Segment Start: The records

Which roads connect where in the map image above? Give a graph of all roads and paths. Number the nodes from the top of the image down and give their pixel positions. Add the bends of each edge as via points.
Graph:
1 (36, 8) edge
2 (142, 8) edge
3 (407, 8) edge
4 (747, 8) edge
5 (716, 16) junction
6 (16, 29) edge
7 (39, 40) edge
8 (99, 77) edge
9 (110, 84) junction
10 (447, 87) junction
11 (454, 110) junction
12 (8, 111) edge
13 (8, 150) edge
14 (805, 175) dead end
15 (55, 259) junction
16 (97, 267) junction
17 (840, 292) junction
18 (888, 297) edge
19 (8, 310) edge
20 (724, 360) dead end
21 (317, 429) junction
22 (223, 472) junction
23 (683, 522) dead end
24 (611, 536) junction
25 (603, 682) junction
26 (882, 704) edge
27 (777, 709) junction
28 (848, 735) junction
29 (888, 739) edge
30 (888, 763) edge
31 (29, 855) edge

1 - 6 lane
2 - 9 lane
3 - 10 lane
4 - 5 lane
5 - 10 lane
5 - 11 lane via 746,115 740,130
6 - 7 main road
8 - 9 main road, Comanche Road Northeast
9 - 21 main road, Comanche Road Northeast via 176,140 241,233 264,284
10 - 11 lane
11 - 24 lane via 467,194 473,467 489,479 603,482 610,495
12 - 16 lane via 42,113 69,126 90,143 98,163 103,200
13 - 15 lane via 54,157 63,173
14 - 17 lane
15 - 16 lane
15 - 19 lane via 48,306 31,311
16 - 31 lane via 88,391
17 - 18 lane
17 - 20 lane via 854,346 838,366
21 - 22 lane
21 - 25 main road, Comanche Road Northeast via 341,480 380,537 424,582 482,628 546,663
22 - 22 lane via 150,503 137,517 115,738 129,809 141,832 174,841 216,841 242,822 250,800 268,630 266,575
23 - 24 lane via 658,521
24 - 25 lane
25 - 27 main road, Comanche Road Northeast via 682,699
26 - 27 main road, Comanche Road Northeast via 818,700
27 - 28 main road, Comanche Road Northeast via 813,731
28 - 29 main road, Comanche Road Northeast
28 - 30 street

Segment End: The records

Every record here must be output exactly, word for word.

Which roads connect where in the map image above? Give a graph of all roads and paths. Number the nodes from the top of the image down and give their pixel positions. Add the bends of each edge as via points.
Graph:
1 (36, 8) edge
2 (142, 8) edge
3 (407, 8) edge
4 (747, 8) edge
5 (716, 16) junction
6 (16, 29) edge
7 (39, 40) edge
8 (99, 77) edge
9 (110, 84) junction
10 (447, 87) junction
11 (454, 110) junction
12 (8, 111) edge
13 (8, 150) edge
14 (805, 175) dead end
15 (55, 259) junction
16 (97, 267) junction
17 (840, 292) junction
18 (888, 297) edge
19 (8, 310) edge
20 (724, 360) dead end
21 (317, 429) junction
22 (223, 472) junction
23 (683, 522) dead end
24 (611, 536) junction
25 (603, 682) junction
26 (882, 704) edge
27 (777, 709) junction
28 (848, 735) junction
29 (888, 739) edge
30 (888, 763) edge
31 (29, 855) edge

1 - 6 lane
2 - 9 lane
3 - 10 lane
4 - 5 lane
5 - 10 lane
5 - 11 lane via 746,115 740,130
6 - 7 main road
8 - 9 main road, Comanche Road Northeast
9 - 21 main road, Comanche Road Northeast via 176,140 241,233 264,284
10 - 11 lane
11 - 24 lane via 467,194 473,467 489,479 603,482 610,495
12 - 16 lane via 42,113 69,126 90,143 98,163 103,200
13 - 15 lane via 54,157 63,173
14 - 17 lane
15 - 16 lane
15 - 19 lane via 48,306 31,311
16 - 31 lane via 88,391
17 - 18 lane
17 - 20 lane via 854,346 838,366
21 - 22 lane
21 - 25 main road, Comanche Road Northeast via 341,480 380,537 424,582 482,628 546,663
22 - 22 lane via 150,503 137,517 115,738 129,809 141,832 174,841 216,841 242,822 250,800 268,630 266,575
23 - 24 lane via 658,521
24 - 25 lane
25 - 27 main road, Comanche Road Northeast via 682,699
26 - 27 main road, Comanche Road Northeast via 818,700
27 - 28 main road, Comanche Road Northeast via 813,731
28 - 29 main road, Comanche Road Northeast
28 - 30 street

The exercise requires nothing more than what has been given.